Stock Market Plunge: 3 Unstoppable Stocks to Buy Now

With all major equity indices posting double-digit losses year to date, investors have had a tough year. But sooner or later, this bear market will turn into a new bull market. While some stocks still look expensive based on traditional valuation metrics, there are plenty of solid companies on sale right now.

Three Motley Fool collaborators recently selected a company that can offer even better returns than the market average. That’s why they chose eBay (EBAY -1.47%), Texas Roadhouse (TXRH -1.78%)And Wheel (RVLV -2.97%).

An inexpensive action and an asset-light business model

Parkev Tatevosian (eBay): With stock markets plummeting and the US economy likely in recession, it pays to own companies that can do well in that environment. It’s one of the reasons eBay is one of my favorite titles to buy now. The e-commerce and auction site is known for rock bottom prices on used and new goods. Also, since the company uses an asset-light business model, it’s not that heavily impacted by rising inflation.

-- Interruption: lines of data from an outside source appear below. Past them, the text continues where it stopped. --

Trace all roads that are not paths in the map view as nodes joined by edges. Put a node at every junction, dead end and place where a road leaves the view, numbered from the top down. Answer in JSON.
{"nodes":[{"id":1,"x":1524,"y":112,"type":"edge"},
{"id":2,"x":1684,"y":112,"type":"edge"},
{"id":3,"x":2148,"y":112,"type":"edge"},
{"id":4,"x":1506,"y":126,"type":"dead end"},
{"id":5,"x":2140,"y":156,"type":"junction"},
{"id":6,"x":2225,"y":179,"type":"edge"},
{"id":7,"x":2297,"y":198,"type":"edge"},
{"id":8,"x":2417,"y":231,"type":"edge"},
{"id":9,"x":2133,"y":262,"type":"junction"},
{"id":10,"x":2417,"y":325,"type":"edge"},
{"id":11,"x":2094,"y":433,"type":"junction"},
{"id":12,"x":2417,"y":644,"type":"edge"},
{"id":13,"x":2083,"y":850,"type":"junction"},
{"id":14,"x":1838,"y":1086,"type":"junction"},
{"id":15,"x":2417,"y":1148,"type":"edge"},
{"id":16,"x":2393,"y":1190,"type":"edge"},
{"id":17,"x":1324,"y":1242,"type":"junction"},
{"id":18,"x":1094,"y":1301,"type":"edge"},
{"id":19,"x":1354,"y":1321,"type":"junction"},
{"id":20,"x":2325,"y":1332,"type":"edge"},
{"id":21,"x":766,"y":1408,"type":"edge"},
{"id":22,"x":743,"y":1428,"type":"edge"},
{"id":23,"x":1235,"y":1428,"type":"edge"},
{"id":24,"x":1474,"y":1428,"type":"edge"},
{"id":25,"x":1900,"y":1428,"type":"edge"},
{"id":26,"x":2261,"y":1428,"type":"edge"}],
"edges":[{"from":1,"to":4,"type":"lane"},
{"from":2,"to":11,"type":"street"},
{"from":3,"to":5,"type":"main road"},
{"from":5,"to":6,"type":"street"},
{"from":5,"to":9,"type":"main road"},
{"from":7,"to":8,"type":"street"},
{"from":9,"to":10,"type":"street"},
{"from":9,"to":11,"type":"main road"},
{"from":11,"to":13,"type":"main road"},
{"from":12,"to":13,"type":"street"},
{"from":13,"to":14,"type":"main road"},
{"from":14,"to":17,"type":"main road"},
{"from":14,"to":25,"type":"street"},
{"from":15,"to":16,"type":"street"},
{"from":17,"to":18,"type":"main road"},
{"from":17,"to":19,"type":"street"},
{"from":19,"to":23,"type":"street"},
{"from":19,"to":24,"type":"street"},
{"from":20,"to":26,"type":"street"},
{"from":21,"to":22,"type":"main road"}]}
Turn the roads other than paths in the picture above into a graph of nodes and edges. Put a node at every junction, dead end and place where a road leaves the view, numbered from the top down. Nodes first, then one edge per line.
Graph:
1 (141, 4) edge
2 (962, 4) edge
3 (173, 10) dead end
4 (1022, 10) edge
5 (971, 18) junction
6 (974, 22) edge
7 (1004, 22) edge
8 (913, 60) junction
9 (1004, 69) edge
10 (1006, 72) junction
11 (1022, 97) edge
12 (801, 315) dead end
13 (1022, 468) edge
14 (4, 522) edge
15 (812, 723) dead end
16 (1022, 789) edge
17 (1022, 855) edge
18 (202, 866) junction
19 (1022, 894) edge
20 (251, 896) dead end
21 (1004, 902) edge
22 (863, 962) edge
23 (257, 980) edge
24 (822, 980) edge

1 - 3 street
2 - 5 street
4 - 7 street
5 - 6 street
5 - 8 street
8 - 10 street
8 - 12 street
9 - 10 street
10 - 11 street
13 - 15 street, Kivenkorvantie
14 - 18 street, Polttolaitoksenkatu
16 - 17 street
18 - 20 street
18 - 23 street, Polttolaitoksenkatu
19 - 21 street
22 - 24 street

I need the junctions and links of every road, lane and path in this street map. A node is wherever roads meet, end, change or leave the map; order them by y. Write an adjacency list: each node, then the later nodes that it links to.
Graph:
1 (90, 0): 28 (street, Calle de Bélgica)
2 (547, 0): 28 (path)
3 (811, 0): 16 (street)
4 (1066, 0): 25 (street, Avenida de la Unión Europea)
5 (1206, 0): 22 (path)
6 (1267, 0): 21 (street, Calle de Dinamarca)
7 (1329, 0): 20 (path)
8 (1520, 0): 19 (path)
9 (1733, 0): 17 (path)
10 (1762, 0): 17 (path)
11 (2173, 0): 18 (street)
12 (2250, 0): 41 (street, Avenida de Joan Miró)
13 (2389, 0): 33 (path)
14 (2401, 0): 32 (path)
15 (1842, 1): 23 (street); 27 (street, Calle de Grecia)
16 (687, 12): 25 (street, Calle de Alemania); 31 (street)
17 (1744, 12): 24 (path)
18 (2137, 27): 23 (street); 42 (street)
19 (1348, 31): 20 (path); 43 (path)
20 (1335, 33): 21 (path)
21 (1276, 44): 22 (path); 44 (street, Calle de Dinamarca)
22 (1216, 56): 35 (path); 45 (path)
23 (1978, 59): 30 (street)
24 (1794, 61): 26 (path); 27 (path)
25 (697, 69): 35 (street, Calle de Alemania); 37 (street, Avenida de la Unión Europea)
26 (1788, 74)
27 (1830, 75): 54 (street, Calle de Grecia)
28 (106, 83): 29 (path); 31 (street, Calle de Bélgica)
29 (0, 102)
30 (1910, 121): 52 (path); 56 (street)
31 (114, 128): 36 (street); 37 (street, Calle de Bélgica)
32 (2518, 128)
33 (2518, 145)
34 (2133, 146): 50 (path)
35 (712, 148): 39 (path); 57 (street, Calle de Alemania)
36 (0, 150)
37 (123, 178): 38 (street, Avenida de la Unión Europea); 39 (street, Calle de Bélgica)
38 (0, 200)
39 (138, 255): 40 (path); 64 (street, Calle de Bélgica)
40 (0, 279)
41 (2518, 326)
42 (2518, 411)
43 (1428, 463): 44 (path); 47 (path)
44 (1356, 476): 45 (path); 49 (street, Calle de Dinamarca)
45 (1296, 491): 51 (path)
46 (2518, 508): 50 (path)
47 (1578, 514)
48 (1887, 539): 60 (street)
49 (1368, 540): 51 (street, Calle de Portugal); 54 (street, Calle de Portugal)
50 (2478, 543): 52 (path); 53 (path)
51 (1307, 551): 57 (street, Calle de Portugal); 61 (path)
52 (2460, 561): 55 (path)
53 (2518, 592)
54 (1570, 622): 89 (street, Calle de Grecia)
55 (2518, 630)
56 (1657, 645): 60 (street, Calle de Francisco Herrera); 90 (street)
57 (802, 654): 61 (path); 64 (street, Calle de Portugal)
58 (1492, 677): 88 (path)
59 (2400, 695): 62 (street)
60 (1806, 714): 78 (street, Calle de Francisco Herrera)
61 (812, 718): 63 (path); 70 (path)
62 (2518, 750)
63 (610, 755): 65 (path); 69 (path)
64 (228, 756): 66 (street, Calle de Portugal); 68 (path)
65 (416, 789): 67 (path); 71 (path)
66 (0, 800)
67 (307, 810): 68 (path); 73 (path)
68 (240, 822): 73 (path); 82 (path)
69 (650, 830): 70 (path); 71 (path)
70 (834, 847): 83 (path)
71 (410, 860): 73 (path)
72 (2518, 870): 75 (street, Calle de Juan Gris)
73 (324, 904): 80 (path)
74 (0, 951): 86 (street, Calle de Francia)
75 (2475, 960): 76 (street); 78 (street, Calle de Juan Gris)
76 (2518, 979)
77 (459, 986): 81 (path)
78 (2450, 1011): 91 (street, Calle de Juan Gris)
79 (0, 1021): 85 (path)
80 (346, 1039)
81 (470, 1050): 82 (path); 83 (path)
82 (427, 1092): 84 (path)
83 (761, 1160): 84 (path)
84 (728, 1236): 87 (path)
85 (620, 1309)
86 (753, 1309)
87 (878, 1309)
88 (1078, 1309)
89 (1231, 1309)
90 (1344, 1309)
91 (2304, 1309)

eBay does not own any of the inventories sold on its platform. Instead, it brings buyers and sellers together and encourages them to transact. It does this by processing payments, offering buyers and sellers fraud protection, and supporting the technology that makes it all possible. What’s noteworthy is what the company doesn’t do – it leaves the shipping and handling to buyers and sellers to sort out with each other, bypassing expensive service.

eBay is not a fast growing stock; revenue has remained relatively stable over the past decade. But earnings per share grew at a compound annual rate of 23.6% during that period.

Furthermore, if the economy were to enter a prolonged recession, consumers could look more often at eBay’s low-priced second-hand goods. They might also try to sell more items used to generate money. Each would be a desirable outcome.

EBAY PS report chart

EBAY PS Ratio data from YCharts.

Fortunately, the stock market crash caused eBay stock to sell at a relatively cheap valuation. With a price-to-sale ratio of 2.7, eBay is probably as cheap as it has been for the past five years.

Consistency and quality of service in the catering sector

John Ballard (Texas Roadhouse): Finding a successful restaurant early in its growth cycle can be one of the simplest and most rewarding ways to generate above-market returns.

Texas Roadhouse looks very promising. The stock has produced a 15% annualized return to investors over the past 10 years, but its focus on consistency, quality service and a performance-based management culture should keep the growth streak going for many years.

This steakhouse chain was founded in 1993 and has grown to 680 restaurants in 49 states, including a growing presence in 10 foreign countries. The company originated in Clarksville, Indiana, but now operates restaurants around the world in places like Saudi Arabia and Taiwan. This says a lot about how well this concept fits across cultural boundaries.

Despite the 40-year high inflation that is causing a rise in raw material costs for the restaurant industry, consumers continue to eat out. Texas Roadhouse expects to experience positive comparable sales growth for the full year. It saw an 18% year-over-year revenue increase in the first half of the year, with comp sales up 8% in the second quarter.

Restaurant growth shares are attractively priced with a forward price-to-earnings ratio of 23. For a company that offers a consistent return on investment in mid-teens, this is a good price to open a position.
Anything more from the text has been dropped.